■ **Dataset entries**

=== Section Start ===

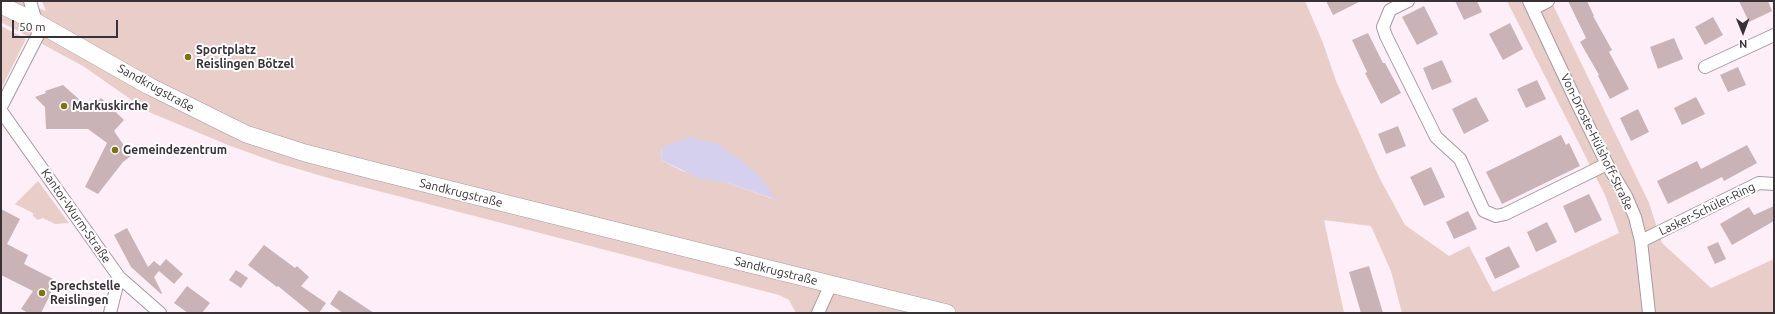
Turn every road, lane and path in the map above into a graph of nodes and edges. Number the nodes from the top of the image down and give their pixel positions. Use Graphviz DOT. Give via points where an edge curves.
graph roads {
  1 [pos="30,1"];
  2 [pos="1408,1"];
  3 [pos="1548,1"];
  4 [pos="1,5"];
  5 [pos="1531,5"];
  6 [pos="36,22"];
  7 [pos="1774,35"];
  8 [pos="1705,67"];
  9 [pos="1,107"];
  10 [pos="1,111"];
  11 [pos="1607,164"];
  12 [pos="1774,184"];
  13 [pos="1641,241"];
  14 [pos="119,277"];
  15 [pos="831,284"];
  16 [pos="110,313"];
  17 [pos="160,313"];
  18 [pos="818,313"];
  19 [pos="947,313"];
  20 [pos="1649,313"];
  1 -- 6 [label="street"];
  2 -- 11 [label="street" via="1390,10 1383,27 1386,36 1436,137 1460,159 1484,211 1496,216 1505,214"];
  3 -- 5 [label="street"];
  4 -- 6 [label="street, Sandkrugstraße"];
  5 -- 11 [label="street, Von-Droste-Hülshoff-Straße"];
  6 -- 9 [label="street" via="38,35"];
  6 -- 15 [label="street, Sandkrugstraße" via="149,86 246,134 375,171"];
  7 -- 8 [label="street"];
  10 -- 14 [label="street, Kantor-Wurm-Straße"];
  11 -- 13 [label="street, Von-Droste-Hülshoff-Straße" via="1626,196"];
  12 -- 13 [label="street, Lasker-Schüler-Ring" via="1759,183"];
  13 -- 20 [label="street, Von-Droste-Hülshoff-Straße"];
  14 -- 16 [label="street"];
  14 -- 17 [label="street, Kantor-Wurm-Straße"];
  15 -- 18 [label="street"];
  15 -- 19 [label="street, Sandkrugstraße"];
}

=== Section End ===

■ **EXERCISE INSTRUCTIONS**
When you copy the records above, keep every word exact and drop the pictures.

■ **RESULT OF THE EXERCISE**
Turn every road, lane and path in the map above into a graph of nodes and edges. Number the nodes from the top of the image down and give their pixel positions. Use Graphviz DOT. Give via points where an edge curves.
graph roads {
  1 [pos="30,1"];
  2 [pos="1408,1"];
  3 [pos="1548,1"];
  4 [pos="1,5"];
  5 [pos="1531,5"];
  6 [pos="36,22"];
  7 [pos="1774,35"];
  8 [pos="1705,67"];
  9 [pos="1,107"];
  10 [pos="1,111"];
  11 [pos="1607,164"];
  12 [pos="1774,184"];
  13 [pos="1641,241"];
  14 [pos="119,277"];
  15 [pos="831,284"];
  16 [pos="110,313"];
  17 [pos="160,313"];
  18 [pos="818,313"];
  19 [pos="947,313"];
  20 [pos="1649,313"];
  1 -- 6 [label="street"];
  2 -- 11 [label="street" via="1390,10 1383,27 1386,36 1436,137 1460,159 1484,211 1496,216 1505,214"];
  3 -- 5 [label="street"];
  4 -- 6 [label="street, Sandkrugstraße"];
  5 -- 11 [label="street, Von-Droste-Hülshoff-Straße"];
  6 -- 9 [label="street" via="38,35"];
  6 -- 15 [label="street, Sandkrugstraße" via="149,86 246,134 375,171"];
  7 -- 8 [label="street"];
  10 -- 14 [label="street, Kantor-Wurm-Straße"];
  11 -- 13 [label="street, Von-Droste-Hülshoff-Straße" via="1626,196"];
  12 -- 13 [label="street, Lasker-Schüler-Ring" via="1759,183"];
  13 -- 20 [label="street, Von-Droste-Hülshoff-Straße"];
  14 -- 16 [label="street"];
  14 -- 17 [label="street, Kantor-Wurm-Straße"];
  15 -- 18 [label="street"];
  15 -- 19 [label="street, Sandkrugstraße"];
}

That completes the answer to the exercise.